The mere notion that The Great Writ should not apply to the people that a presidential administration views to be enemies is so un-American that it still boggles the mind that George Bush, Dick Cheney and their minions have done that very thing by using the 9/11 attacks as a pretext and part of a larger imperial power grab unprecedented in presidential history. And have pretty much gotten away with it.

A conspicuous exception is an odoriferous law passed at the White House’s insistence by a cowed and compliant Congress known as the Military Commissions Act, which the Supreme Court ruled for the third time yesterday is out of legal bounds because of its suspension of habeas corpus and other kangaroo court trappings.

Justice Anthony Kennedy, writing for the majority in a 5-4 ruling that broke down along partisan lines, declared that terrorism suspects at Guantánamo Bay have constitutional rights and can appeal their cases to civilian courts.
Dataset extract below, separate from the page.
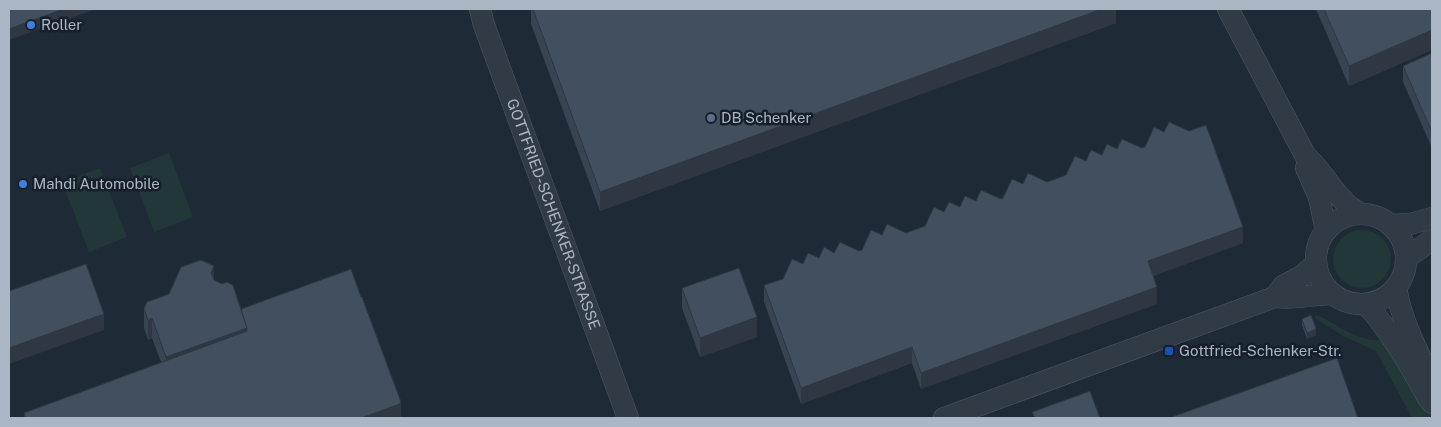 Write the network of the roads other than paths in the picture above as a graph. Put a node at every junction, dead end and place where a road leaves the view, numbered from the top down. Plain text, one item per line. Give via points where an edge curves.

Kennedy’s opinion — which was a reflection of the fears of the majority that innocent people could be confined indefinitely without due process, even for the rest of their lives — was a deft balance between civil liberties and national security concerns. The dissenters seemed genuinely horrified that if detainees were allowed their day in court information could come out that would help their brother terrorists and worst yet, information could come out that would lead to their release, a concern that is mitigated by the reality that no one can predict how those civilian courts will respond to the appeals.

For what it’s worth, the ruling would have been 6-3 if Sandra Day O’Connor, who in 2004 declared that “A state of war is not a blank check for the president,” was still on the court.

In any event, it was a timely reminder of the great mischief that a President McCain, who was one of the prime movers behind the detainee act, would work in filling future high court vacancies given that the two current justices he says he most idealizes are right-wing extremists Antonin Scalia and Samuel Alito.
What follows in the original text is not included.